**THE PROBLEM:**
If a line in the data below includes the string "main", please return a copy of it.

▶

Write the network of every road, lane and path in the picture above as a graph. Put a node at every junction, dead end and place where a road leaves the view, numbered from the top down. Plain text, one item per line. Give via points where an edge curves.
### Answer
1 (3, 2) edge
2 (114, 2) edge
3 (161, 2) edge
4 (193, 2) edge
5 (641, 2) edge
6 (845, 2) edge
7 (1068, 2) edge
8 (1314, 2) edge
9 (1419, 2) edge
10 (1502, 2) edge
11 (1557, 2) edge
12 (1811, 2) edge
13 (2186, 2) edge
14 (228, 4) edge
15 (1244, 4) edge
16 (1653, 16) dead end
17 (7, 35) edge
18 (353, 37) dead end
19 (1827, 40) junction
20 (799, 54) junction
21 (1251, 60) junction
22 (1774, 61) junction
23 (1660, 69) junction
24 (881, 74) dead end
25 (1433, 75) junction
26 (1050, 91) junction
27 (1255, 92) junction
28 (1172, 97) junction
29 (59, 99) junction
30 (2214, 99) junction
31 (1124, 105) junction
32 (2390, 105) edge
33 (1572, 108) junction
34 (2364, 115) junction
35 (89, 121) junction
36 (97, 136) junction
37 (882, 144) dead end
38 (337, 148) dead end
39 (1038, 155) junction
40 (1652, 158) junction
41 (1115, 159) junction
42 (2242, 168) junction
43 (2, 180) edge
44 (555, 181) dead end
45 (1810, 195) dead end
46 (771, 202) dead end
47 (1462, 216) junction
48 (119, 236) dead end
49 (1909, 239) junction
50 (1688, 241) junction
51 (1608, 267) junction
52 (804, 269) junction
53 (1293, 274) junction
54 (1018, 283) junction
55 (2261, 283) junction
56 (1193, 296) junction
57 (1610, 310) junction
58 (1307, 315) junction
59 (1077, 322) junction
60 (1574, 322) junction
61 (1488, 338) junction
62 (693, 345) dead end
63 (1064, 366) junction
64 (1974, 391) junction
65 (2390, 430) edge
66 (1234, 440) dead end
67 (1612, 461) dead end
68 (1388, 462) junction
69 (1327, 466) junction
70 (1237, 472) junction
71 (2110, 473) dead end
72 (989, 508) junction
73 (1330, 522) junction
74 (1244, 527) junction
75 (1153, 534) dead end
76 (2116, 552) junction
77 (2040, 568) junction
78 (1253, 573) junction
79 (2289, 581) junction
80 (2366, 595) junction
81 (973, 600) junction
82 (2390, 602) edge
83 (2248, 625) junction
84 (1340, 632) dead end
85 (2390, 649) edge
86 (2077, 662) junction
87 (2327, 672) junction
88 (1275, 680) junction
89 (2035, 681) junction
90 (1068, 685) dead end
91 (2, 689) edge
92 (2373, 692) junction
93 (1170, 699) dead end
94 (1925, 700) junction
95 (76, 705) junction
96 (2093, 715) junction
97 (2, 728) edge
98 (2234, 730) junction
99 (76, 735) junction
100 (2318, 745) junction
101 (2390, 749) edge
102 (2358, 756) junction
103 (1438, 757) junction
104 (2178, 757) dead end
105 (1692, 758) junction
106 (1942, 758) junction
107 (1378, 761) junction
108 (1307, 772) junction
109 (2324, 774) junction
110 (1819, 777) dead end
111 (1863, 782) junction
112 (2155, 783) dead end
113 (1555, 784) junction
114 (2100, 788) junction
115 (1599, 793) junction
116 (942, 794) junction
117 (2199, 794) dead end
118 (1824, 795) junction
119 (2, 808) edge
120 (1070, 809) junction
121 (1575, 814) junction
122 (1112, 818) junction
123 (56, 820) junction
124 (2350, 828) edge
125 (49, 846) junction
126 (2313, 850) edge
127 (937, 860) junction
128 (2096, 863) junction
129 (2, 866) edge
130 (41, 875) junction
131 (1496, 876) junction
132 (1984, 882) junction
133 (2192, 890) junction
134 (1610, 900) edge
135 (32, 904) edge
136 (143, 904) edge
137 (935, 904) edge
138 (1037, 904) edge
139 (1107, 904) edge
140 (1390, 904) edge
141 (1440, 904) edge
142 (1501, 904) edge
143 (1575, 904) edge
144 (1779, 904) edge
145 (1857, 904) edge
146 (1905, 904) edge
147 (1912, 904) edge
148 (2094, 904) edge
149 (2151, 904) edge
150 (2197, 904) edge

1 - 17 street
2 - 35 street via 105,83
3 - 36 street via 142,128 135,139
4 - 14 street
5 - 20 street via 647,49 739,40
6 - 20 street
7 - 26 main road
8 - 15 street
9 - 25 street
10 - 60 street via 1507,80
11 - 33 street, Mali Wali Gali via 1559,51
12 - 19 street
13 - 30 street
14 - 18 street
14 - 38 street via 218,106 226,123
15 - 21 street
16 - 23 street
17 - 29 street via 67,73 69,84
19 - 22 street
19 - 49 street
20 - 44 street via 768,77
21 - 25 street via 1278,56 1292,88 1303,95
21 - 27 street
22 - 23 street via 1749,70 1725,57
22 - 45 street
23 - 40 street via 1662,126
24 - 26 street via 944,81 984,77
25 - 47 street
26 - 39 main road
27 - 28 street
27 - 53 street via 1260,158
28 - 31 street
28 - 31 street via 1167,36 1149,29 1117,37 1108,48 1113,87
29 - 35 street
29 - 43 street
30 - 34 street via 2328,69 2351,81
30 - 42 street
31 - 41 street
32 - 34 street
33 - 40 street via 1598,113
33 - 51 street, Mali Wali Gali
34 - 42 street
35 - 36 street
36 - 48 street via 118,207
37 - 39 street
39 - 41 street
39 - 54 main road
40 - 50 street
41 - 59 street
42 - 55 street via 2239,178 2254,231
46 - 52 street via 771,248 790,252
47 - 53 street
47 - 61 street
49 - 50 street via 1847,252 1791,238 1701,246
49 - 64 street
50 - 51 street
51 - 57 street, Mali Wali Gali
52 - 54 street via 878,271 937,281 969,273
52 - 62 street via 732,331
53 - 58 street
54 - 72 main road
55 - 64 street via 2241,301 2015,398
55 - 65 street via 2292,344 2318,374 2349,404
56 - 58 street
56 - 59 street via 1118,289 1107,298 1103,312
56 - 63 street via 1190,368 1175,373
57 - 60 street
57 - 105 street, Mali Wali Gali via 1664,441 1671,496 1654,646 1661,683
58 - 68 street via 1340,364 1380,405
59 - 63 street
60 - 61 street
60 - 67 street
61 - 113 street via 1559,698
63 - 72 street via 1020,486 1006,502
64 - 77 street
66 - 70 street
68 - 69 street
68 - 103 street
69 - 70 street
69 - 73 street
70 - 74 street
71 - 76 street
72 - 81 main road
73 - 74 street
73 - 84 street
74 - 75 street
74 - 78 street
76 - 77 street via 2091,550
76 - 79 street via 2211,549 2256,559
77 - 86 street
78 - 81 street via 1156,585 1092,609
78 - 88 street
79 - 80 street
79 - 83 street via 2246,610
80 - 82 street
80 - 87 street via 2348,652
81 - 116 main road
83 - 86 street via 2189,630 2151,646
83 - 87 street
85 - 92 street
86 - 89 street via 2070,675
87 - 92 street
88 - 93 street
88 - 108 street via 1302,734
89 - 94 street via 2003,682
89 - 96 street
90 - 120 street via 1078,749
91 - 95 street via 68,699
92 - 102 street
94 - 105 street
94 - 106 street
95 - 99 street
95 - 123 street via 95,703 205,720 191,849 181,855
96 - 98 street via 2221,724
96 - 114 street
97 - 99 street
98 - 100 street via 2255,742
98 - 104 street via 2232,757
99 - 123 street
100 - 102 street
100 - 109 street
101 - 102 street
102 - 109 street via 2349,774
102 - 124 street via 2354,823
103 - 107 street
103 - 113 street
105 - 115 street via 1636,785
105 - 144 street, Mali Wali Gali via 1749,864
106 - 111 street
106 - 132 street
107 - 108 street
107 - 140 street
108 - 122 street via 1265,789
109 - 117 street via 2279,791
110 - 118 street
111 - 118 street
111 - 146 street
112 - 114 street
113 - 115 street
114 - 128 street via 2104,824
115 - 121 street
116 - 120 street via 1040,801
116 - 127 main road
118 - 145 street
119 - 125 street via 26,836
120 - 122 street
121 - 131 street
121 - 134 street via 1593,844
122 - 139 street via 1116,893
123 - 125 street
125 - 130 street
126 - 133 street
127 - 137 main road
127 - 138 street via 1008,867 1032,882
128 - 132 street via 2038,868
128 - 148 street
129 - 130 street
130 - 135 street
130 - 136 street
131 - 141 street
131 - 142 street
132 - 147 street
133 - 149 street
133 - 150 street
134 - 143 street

◀

**ANSWER SPACE:**
7 - 26 main road
26 - 39 main road
39 - 54 main road
54 - 72 main road
72 - 81 main road
81 - 116 main road
116 - 127 main road
127 - 137 main road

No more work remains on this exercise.